Page MenuHomePhabricator

[3/3] Refactor scheduler to simplify usage
AbandonedPublic

Authored by sashank on Sep 17 2019, 11:59 PM.

Details

Reviewers
schrockn
Group Reviewers
Restricted Project
Summary

The previous model for interacting with the Scheduler (start, stop, resume, end) was too complex, so this diff introduces a simpler interface to use the scheduler.

In code, the user defines a set of ScheduleDefinitions which are passed to the Scheduler.

s1 = ScheduleDefinition(...)
s2 = ScheduleDefinition(...)
s3 = ScheduleDefinition(...)

scheduler = SystemCronScheduler(schedule_defs=[s1, s2, s3], artifacts_dir=...)

There is a method init defined on Scheduler which is responsible for keeping the metadata files on disk and the crontab in sync with the ScheduleDefinitions in code. When init is called:

  • If there is a new ScheduleDefinition introduced, it creates the metadata files for the schedule with status ScheduleStatus.STOPPED
  • For every previously existing ScheduleDefinition (which are definitions with the same name), any changes to the definition are persisted and the status is kept unchanged
  • If any ScheduleDefinitions were removed, then the metadata files and crontab entry is removed for that schedule

The user can initialize the schedule by running dagster schedule init. Before calling init, the user can preview the changes that will be made by running dagster schedule init --preview, which shows an output like this:

Finally, the behavior of start and stop also have changed: they simply add and remove the cron job from the crontab.
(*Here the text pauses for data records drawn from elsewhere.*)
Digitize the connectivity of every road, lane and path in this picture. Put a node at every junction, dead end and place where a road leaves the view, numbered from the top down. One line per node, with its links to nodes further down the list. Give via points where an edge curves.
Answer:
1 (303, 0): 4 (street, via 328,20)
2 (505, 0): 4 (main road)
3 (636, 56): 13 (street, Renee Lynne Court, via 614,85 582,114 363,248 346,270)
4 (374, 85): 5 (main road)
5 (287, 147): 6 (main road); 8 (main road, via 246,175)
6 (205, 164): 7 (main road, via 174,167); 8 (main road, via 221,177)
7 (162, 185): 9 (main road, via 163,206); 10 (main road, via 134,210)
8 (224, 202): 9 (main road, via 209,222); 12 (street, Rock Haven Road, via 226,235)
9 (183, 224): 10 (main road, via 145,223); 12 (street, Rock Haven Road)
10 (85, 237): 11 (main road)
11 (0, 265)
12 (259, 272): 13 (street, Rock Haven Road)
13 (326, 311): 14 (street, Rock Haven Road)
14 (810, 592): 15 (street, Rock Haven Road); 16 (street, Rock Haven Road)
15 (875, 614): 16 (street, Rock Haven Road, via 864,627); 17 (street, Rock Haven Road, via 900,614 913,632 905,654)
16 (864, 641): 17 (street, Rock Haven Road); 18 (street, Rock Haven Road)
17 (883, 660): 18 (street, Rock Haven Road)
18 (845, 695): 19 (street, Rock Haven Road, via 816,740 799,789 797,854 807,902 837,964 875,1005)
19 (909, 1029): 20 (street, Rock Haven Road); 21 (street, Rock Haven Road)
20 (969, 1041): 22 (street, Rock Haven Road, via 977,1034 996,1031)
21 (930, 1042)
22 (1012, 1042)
Users can start and end schedules using dagster schedule start {name} and dagster schedule stop {name}, or control the schedule status from the dagit scheduler UI:

Running dagit automatically initializes the scheduler. One thing to decide is whether to block dagit opening and require user confirmation if there are changes before automatically running init.

Test Plan

unit (test_scheduler and test_cron_scheduler)

Diff Detail

Repository
R1 dagster
Branch
refactor-schedule-2
Lint
Lint OK
Unit
No Unit Test Coverage

Event Timeline

sashank created this revision.Sep 17 2019, 11:59 PM
sashank retitled this revision from [WIP] Refactor scheduler to simply usage to [WIP] Refactor scheduler to simplify usage.Sep 18 2019, 6:28 PM
sashank retitled this revision from [WIP] Refactor scheduler to simplify usage to [3/3] Refactor scheduler to simplify usage.Sep 20 2019, 4:45 PM
sashank updated this revision to Diff 4906.Sep 20 2019, 4:51 PM

Revert scheduler examples

sashank edited the summary of this revision. (Show Details)Sep 20 2019, 5:19 PM
sashank edited the summary of this revision. (Show Details)Sep 20 2019, 5:25 PM
sashank updated this revision to Diff 4908.Sep 20 2019, 5:26 PM
sashank edited the summary of this revision. (Show Details)

up

Harbormaster failed remote builds in B3946: Diff 4909!
sashank updated this revision to Diff 4919.Sep 20 2019, 9:05 PM

Fix tests

sashank updated this revision to Diff 4922.Sep 20 2019, 9:33 PM

More test fixes

sashank edited the test plan for this revision. (Show Details)Fri, Sep 20, 11:17 PM
sashank added a reviewer: Restricted Project.
alangenfeld added inline comments.
js_modules/dagit/src/schedules/SchedulesRoot.tsx
142

explicitly name this optimistic

274–293

some things to try get the real mutation results working:

  • rename scheduleId to id
  • query name every where too
  • alias to id field id: scheduleId
schrockn requested changes to this revision.Wed, Sep 25, 5:30 PM
schrockn added a subscriber: schrockn.

I would suggest separating the process of initing a scheduler and the schedule itself into two separate classes, once that represents the *process* of creation, and one the represents the end result. Having the scheduler be stateful like this can cause confusion. What happens when init() is called twice? Does that even make sense. Plus there's the general confusion of __init__ versus init. Instead you could have function that does all the work creating the pipeline and then the end scheduler is just the post-init representation of what is going on.

Also I don't think it's worth it to go back and chop this diff, but this would have also been pretty nice to be a few separate diffs, as it is comprised a few components that pretty independently authorable and testable (e.g. changeset computation, init process, fancy pants CLI, js frontend). Doing so makes it easier for the reviewer and less frustrating for you since in aggregate it usually ends up with less back and forth.

python_modules/dagster/dagster/cli/schedule.py
81–91

might be nice to push this capability into the scheduler itself so we could reuse in graphql or whereever

128–157

so fancy

python_modules/dagster/dagster/core/scheduler/scheduler.py
136–167

recommend extracting this out into its own function with unit tests (function that takes old_schedules and new_schedules_defs).

Documenting args with check calls would make things more clear to a new reader, etc.

This revision now requires changes to proceed.Wed, Sep 25, 5:30 PM
sashank updated this revision to Diff 4981.Wed, Sep 25, 11:10 PM
sashank marked an inline comment as done.
  • updateStore -> optimisticUpdateStore
  • moved schedule status filtering from CLI to all_schedules method
  • extract change_set logic to method get_schedule_change_set and add unit tests
sashank planned changes to this revision.Wed, Sep 25, 11:10 PM
sashank added inline comments.Wed, Sep 25, 11:12 PM
python_modules/dagster-graphql/dagster_graphql_tests/graphql/test_scheduler.py
84

Added this unit test

python_modules/dagster/dagster/cli/schedule.py
81–91

Added a status argument to all_schedules and moved the logic into there

sashank abandoned this revision.Fri, Sep 27, 4:32 PM